I admire all of the work she has gotten! Definitely had a hand in shaping my love for the pictures now permanently on my body.
6. My Psyche
Here I’m just going to jot down various elements of my personality that make me, me.
· I’m the most forgiving person ever. Almost to the point that I hate this quality of myself. You could pretty much slap me in the face, apologize, then we’re back BFFs. I just can’t stay mad. I hate confrontation… thus my forgiving demeanor.
· Despite my forgiving outward appearance, I do hold grudges. Horribly. I just hate telling people when I am bothered, so I act like it’s okay, their wrong-doing has been forgiven… then secretly murder them in my mind a million times. LOL not really, but you get the gist.
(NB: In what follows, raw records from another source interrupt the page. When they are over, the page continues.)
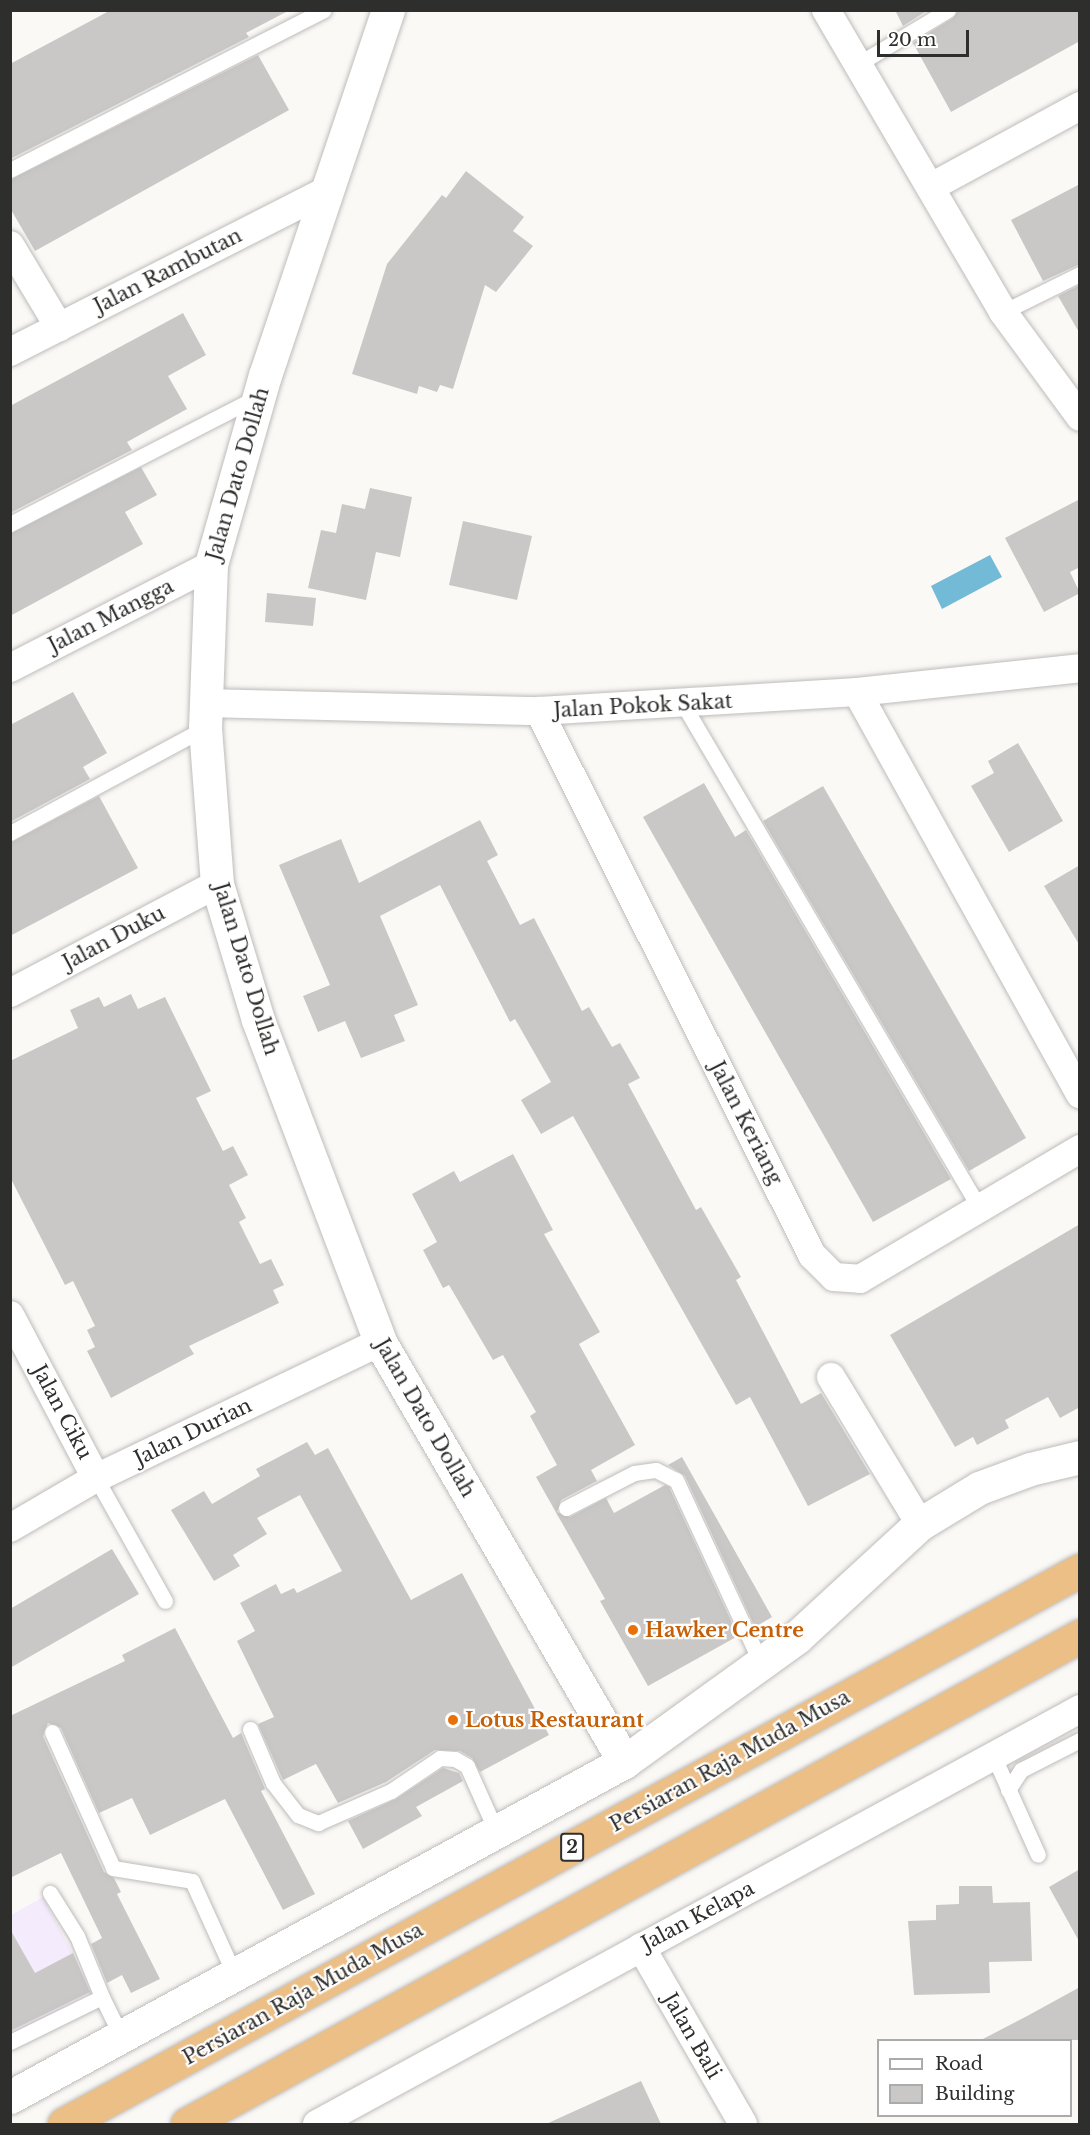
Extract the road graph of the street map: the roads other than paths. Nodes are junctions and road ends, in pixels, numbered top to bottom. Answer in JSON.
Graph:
{"nodes":[{"id":1,"x":324,"y":10,"type":"edge"},
{"id":2,"x":388,"y":10,"type":"edge"},
{"id":3,"x":826,"y":10,"type":"edge"},
{"id":4,"x":948,"y":10,"type":"edge"},
{"id":5,"x":858,"y":64,"type":"junction"},
{"id":6,"x":1080,"y":106,"type":"edge"},
{"id":7,"x":10,"y":170,"type":"edge"},
{"id":8,"x":931,"y":187,"type":"junction"},
{"id":9,"x":326,"y":191,"type":"junction"},
{"id":10,"x":10,"y":245,"type":"edge"},
{"id":11,"x":1080,"y":274,"type":"edge"},
{"id":12,"x":1003,"y":312,"type":"junction"},
{"id":13,"x":59,"y":327,"type":"junction"},
{"id":14,"x":10,"y":352,"type":"edge"},
{"id":15,"x":259,"y":396,"type":"junction"},
{"id":16,"x":1080,"y":417,"type":"edge"},
{"id":17,"x":10,"y":524,"type":"edge"},
{"id":18,"x":211,"y":565,"type":"junction"},
{"id":19,"x":10,"y":668,"type":"edge"},
{"id":20,"x":1080,"y":668,"type":"edge"},
{"id":21,"x":857,"y":692,"type":"junction"},
{"id":22,"x":683,"y":704,"type":"junction"},
{"id":23,"x":539,"y":711,"type":"junction"},
{"id":24,"x":205,"y":715,"type":"junction"},
{"id":25,"x":10,"y":833,"type":"edge"},
{"id":26,"x":217,"y":884,"type":"junction"},
{"id":27,"x":10,"y":993,"type":"edge"},
{"id":28,"x":1080,"y":1094,"type":"edge"},
{"id":29,"x":1080,"y":1149,"type":"edge"},
{"id":30,"x":980,"y":1209,"type":"junction"},
{"id":31,"x":10,"y":1315,"type":"edge"},
{"id":32,"x":380,"y":1342,"type":"junction"},
{"id":33,"x":831,"y":1377,"type":"dead end"},
{"id":34,"x":1080,"y":1457,"type":"edge"},
{"id":35,"x":96,"y":1478,"type":"junction"},
{"id":36,"x":567,"y":1508,"type":"dead end"},
{"id":37,"x":920,"y":1524,"type":"junction"},
{"id":38,"x":10,"y":1528,"type":"edge"},
{"id":39,"x":1080,"y":1570,"type":"edge"},
{"id":40,"x":165,"y":1601,"type":"dead end"},
{"id":41,"x":1080,"y":1636,"type":"edge"},
{"id":42,"x":761,"y":1663,"type":"junction"},
{"id":43,"x":1080,"y":1709,"type":"edge"},
{"id":44,"x":250,"y":1729,"type":"dead end"},
{"id":45,"x":52,"y":1732,"type":"dead end"},
{"id":46,"x":1080,"y":1740,"type":"edge"},
{"id":47,"x":994,"y":1757,"type":"junction"},
{"id":48,"x":624,"y":1762,"type":"junction"},
{"id":49,"x":1008,"y":1790,"type":"junction"},
{"id":50,"x":497,"y":1833,"type":"junction"},
{"id":51,"x":1038,"y":1855,"type":"dead end"},
{"id":52,"x":50,"y":1893,"type":"dead end"},
{"id":53,"x":641,"y":1947,"type":"junction"},
{"id":54,"x":235,"y":1976,"type":"junction"},
{"id":55,"x":102,"y":1997,"type":"junction"},
{"id":56,"x":121,"y":2036,"type":"junction"},
{"id":57,"x":10,"y":2042,"type":"edge"},
{"id":58,"x":10,"y":2097,"type":"edge"},
{"id":59,"x":64,"y":2124,"type":"edge"},
{"id":60,"x":187,"y":2124,"type":"edge"},
{"id":61,"x":317,"y":2124,"type":"edge"},
{"id":62,"x":743,"y":2124,"type":"edge"}],
"edges":[{"from":1,"to":7,"type":"lane"},
{"from":2,"to":9,"type":"street","name":"Jalan Dato Dollah"},
{"from":3,"to":5,"type":"street"},
{"from":4,"to":5,"type":"lane"},
{"from":5,"to":8,"type":"street"},
{"from":6,"to":8,"type":"street"},
{"from":8,"to":12,"type":"street"},
{"from":9,"to":13,"type":"street","name":"Jalan Rambutan"},
{"from":9,"to":15,"type":"street","name":"Jalan Dato Dollah"},
{"from":10,"to":13,"type":"street"},
{"from":11,"to":12,"type":"lane"},
{"from":12,"to":16,"type":"street"},
{"from":13,"to":14,"type":"street","name":"Jalan Rambutan"},
{"from":15,"to":17,"type":"lane"},
{"from":15,"to":18,"type":"street","name":"Jalan Dato Dollah"},
{"from":18,"to":19,"type":"street","name":"Jalan Mangga"},
{"from":18,"to":24,"type":"street","name":"Jalan Dato Dollah"},
{"from":20,"to":21,"type":"street","name":"Jalan Pokok Sakat"},
{"from":21,"to":22,"type":"street","name":"Jalan Pokok Sakat"},
{"from":21,"to":28,"type":"street"},
{"from":22,"to":23,"type":"street","name":"Jalan Pokok Sakat"},
{"from":22,"to":30,"type":"lane"},
{"from":23,"to":24,"type":"street","name":"Jalan Pokok Sakat"},
{"from":23,"to":30,"type":"street","name":"Jalan Keriang"},
{"from":24,"to":25,"type":"lane"},
{"from":24,"to":26,"type":"street","name":"Jalan Dato Dollah"},
{"from":26,"to":27,"type":"street","name":"Jalan Duku"},
{"from":26,"to":32,"type":"street","name":"Jalan Dato Dollah"},
{"from":29,"to":30,"type":"street","name":"Jalan Keriang"},
{"from":31,"to":35,"type":"street","name":"Jalan Ciku"},
{"from":32,"to":35,"type":"street","name":"Jalan Durian"},
{"from":32,"to":48,"type":"street","name":"Jalan Dato Dollah"},
{"from":33,"to":37,"type":"street"},
{"from":34,"to":37,"type":"street"},
{"from":35,"to":38,"type":"street","name":"Jalan Durian"},
{"from":35,"to":40,"type":"lane"},
{"from":36,"to":42,"type":"lane"},
{"from":37,"to":42,"type":"street"},
{"from":39,"to":59,"type":"highway","name":"Persiaran Raja Muda Musa","number":"2"},
{"from":41,"to":60,"type":"highway"},
{"from":42,"to":48,"type":"street"},
{"from":43,"to":47,"type":"street","name":"Jalan Kelapa"},
{"from":44,"to":50,"type":"lane"},
{"from":45,"to":54,"type":"lane"},
{"from":46,"to":49,"type":"lane"},
{"from":47,"to":49,"type":"lane"},
{"from":47,"to":53,"type":"street","name":"Jalan Kelapa"},
{"from":48,"to":50,"type":"street"},
{"from":49,"to":51,"type":"lane"},
{"from":50,"to":54,"type":"street"},
{"from":52,"to":55,"type":"lane"},
{"from":53,"to":61,"type":"street","name":"Jalan Kelapa"},
{"from":53,"to":62,"type":"street","name":"Jalan Bali"},
{"from":54,"to":56,"type":"street"},
{"from":55,"to":56,"type":"lane"},
{"from":55,"to":57,"type":"lane"},
{"from":56,"to":58,"type":"street"}]}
· My sense of humor is so varied. I laugh hysterically at the most immature fart jokes and name calling, but I love good satirical humor. When I’m really comfortable with someone, I make these weird ass little voices and make bizarre animal noises. Who fucking knows.
· I’m sensitive. Big time. You can look at me wrong and it hurt my feelings.
· As much as I try to portray that I don’t care what people think about me, I do. I really, really do. I will never forget, one of the first times I mustered up the courage to post one of my Sundies photos to my twitter account, a guy told me I should “Work them legs out.” I realize I have thicker thighs… But damn that really sucked to read. It was such a silly comment, but I needed reassurance. I wanted to post a photo, and get compliments. Who doesn’t, right? That was just rude. Needless to say, I haven’t been on Twitter in months.
· I’m that annoying friend that always says, “We should totally hang out! I miss you,” then never follows up. I don’t really mean to, I am just honestly SO busy all of the time. My only female friend in my town has an eight-month-old son, so it’s especially hard for our schedules to allow us to have “girl days” at the mall or out at dinner. I do wish I would make the time to reestablish friendships though… I don’t really talk to many people in “real life.”
7. I absolutely love shopping at thrift stores. I have found some of my most beloved items, whether it be lingerie or vintage dresses, rummaging through racks of used clothing.
8. My Persian cat, Elvis, is my absolute heart and soul. I don’t know if I could ever love anything more than I love him.
9. I cannot get enough of spicy foods. I love jalapenos, habaneros, sriracha… Nothing ever seems to be hot enough.
10. I played varsity soccer in both high school and college, and I have a few injuries that I believe will always be with me. I developed scoliosis from a bad fall a few years ago, and I had to attend physical therapy for two years. My knees are just weird. I have Osgood Schlatter disease in my right knee, and I strained my left meniscus too many times to count. My feet were cleated by other players so many times that my toe nails have never really fully recovered. If I hit my toe the wrong way, my nail comes off. Like, the whole thing.
So, this long ass blog should help you figure me out just a hair more than maybe you had me pegged previously. I have thoroughly enjoyed reading what you all posted, you interesting batch of freaks, you.